Old ways best for the young, Dr. Spock says

October 06, 1993|By Clint Williams | Clint Williams,Arizona Republic

For someone once labeled a radical, Dr. Benjamin Spock champions some pretty old-fashioned notions:

* Family should be a person's highest priority.

* Mothers should try to stay home with their children.

* Husbands and wives should work harder to resolve conflicts before splintering the family through divorce.

* Parents should control what their children watch on television.

* Parents should teach moral and spiritual values.

The erosion of such old-fashioned notions has created "multiple pressures that disturb parents these days," Dr. Spock said in a telephone interview from his Maine summer home.

Those pressures, Dr. Spock said, include divorce, excessive materialism and the isolation of urban life.
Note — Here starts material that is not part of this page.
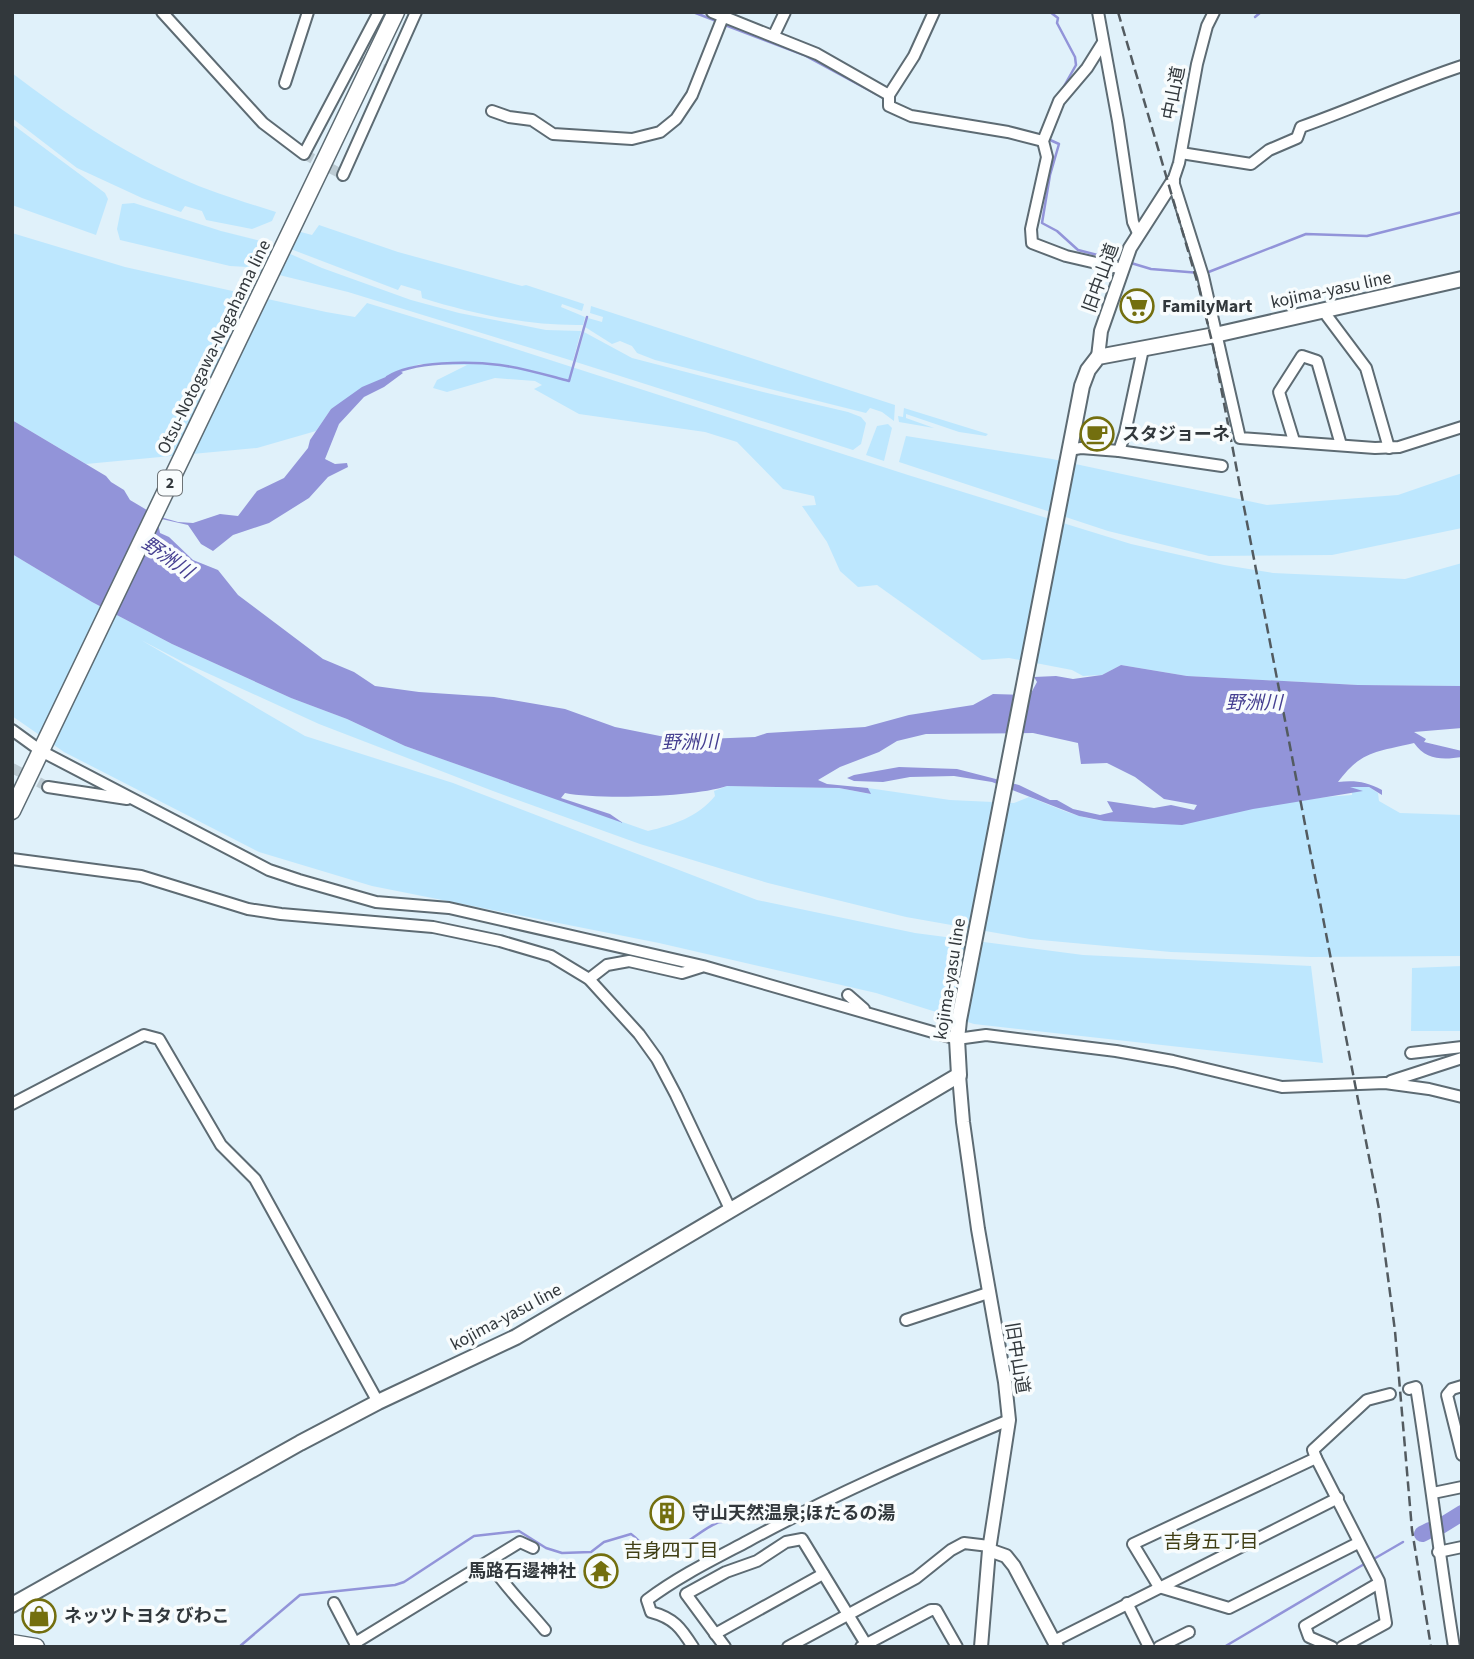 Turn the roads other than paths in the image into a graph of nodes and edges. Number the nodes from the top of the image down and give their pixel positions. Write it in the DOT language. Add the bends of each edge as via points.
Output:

"We no longer have the comfort and security that comes from the extended family and the small, tightknit community," said Dr. Spock, 90, whose 1946 book "Baby and Child Care" revolutionized child-rearing in the United States.

In the late 1960s, Dr. Spock became better known for his protests against the Vietnam War than his baby book.

He led several protests against the bombing of North Vietnam and was convicted for conspiring to help men resist the draft. That conviction later was reversed.

Critics of Dr. Spock's anti-war activities labeled Dr. Spock the progenitor of parental permissiveness. That permissiveness -- encouraged by a book that recommended feeding infants when they were hungry instead of according to a rigid schedule -- was the cause of the era's youthful rebelliousness, critics charged.

The "permissive" label stuck, although even the most casual reading of Dr. Spock's books would dispel the notion. For example, one chapter in his 1974 book "Raising Children in a Difficult Time," is titled, "Child Psychology Can't Substitute for Morality."

In the introduction to the sixth edition of "Dr. Spock's Baby and Child Care," released last year, Dr. Spock wrote: "I've always advised parents to respect their children but to remember to ask for respect for themselves, to give firm, clear leadership and to ask for cooperation and politeness."

And Dr. Spock isn't beyond occasionally advising the "because I said so" approach.

When discussing television viewing by children in his latest book, Dr. Spock writes: "I believe that parents should flatly forbid programs that go in for violence."